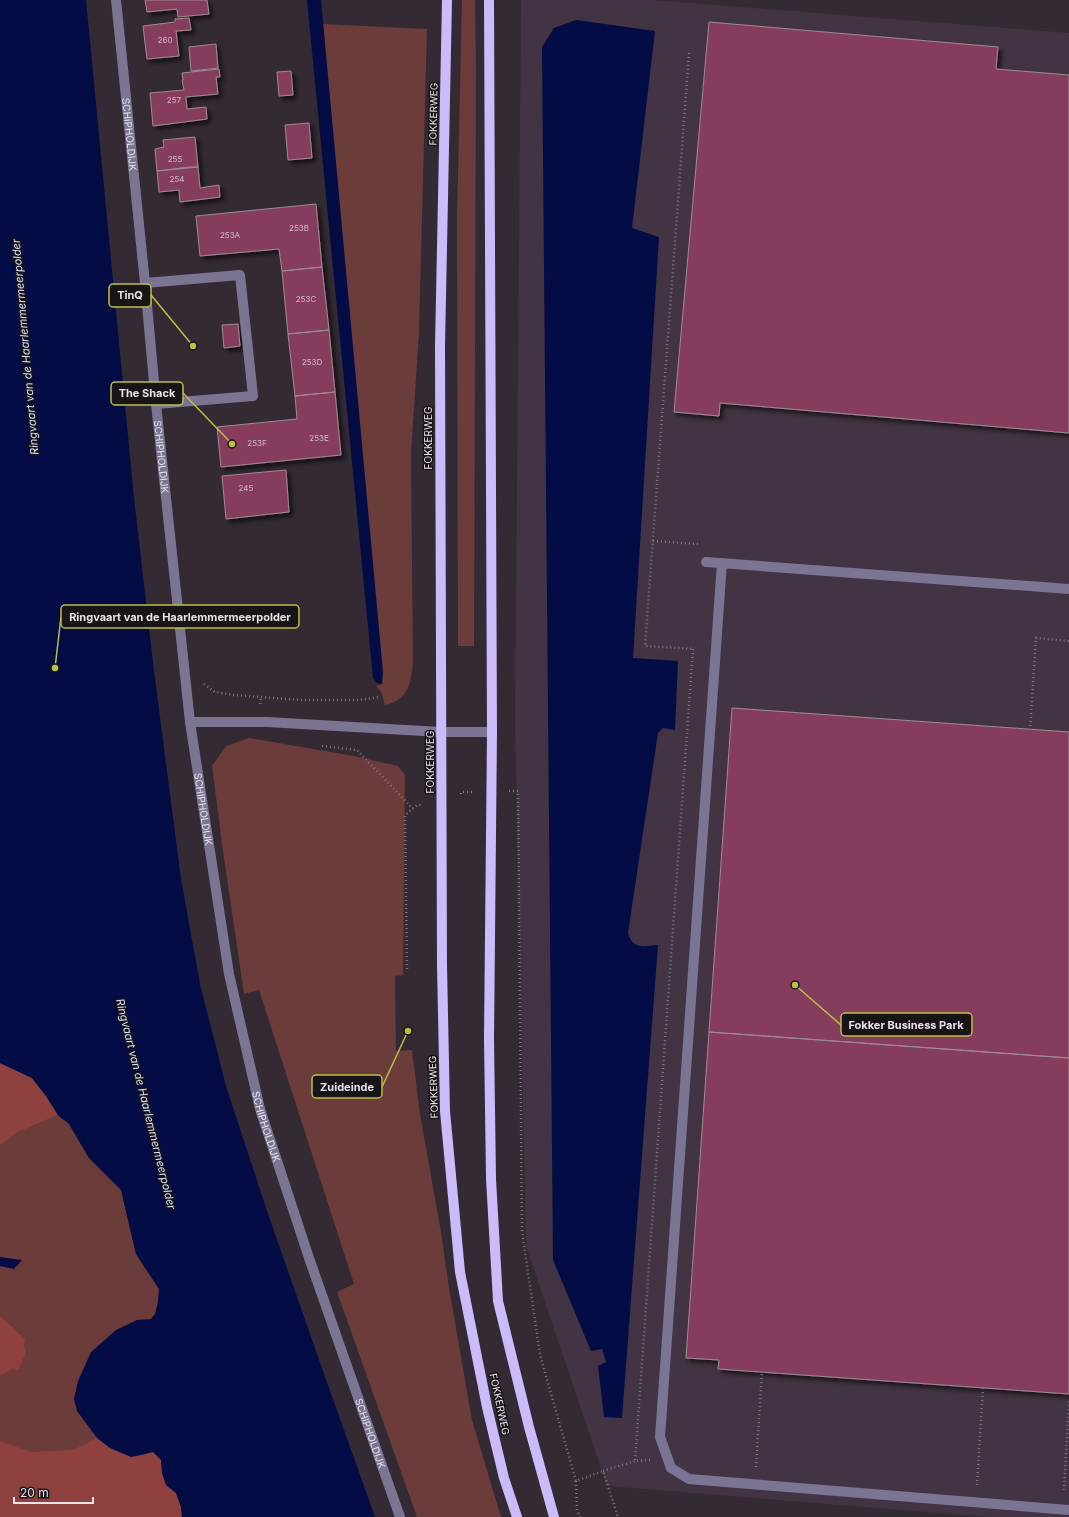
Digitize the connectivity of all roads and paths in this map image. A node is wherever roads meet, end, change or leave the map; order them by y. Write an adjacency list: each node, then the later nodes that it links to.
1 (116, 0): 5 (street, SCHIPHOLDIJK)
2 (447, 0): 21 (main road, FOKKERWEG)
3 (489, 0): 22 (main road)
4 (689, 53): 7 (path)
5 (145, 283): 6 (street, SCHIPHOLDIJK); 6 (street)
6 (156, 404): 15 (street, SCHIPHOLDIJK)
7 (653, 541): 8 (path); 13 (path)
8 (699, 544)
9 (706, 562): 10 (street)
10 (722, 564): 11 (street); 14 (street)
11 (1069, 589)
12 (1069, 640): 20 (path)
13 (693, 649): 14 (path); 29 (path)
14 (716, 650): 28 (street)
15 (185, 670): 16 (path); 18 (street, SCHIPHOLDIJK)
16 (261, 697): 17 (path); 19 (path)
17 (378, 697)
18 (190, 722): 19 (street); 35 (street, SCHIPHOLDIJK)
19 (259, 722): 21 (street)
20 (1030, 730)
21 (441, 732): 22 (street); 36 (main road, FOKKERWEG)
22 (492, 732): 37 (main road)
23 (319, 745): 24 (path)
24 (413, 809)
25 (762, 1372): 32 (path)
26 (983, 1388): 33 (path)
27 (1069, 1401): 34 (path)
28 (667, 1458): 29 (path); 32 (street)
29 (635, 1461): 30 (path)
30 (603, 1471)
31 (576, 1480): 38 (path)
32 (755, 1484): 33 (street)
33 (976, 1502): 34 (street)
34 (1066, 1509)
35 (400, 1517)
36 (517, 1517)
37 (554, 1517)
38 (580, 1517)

━━━━━━━━━━━━━━━━

= Problem to solve =
Your answer must be a copy of every line in the data above that holds the string "SCHIPHOLDIJK".

= Result of the exercise =
1 (116, 0): 5 (street, SCHIPHOLDIJK)
5 (145, 283): 6 (street, SCHIPHOLDIJK); 6 (street)
6 (156, 404): 15 (street, SCHIPHOLDIJK)
15 (185, 670): 16 (path); 18 (street, SCHIPHOLDIJK)
18 (190, 722): 19 (street); 35 (street, SCHIPHOLDIJK)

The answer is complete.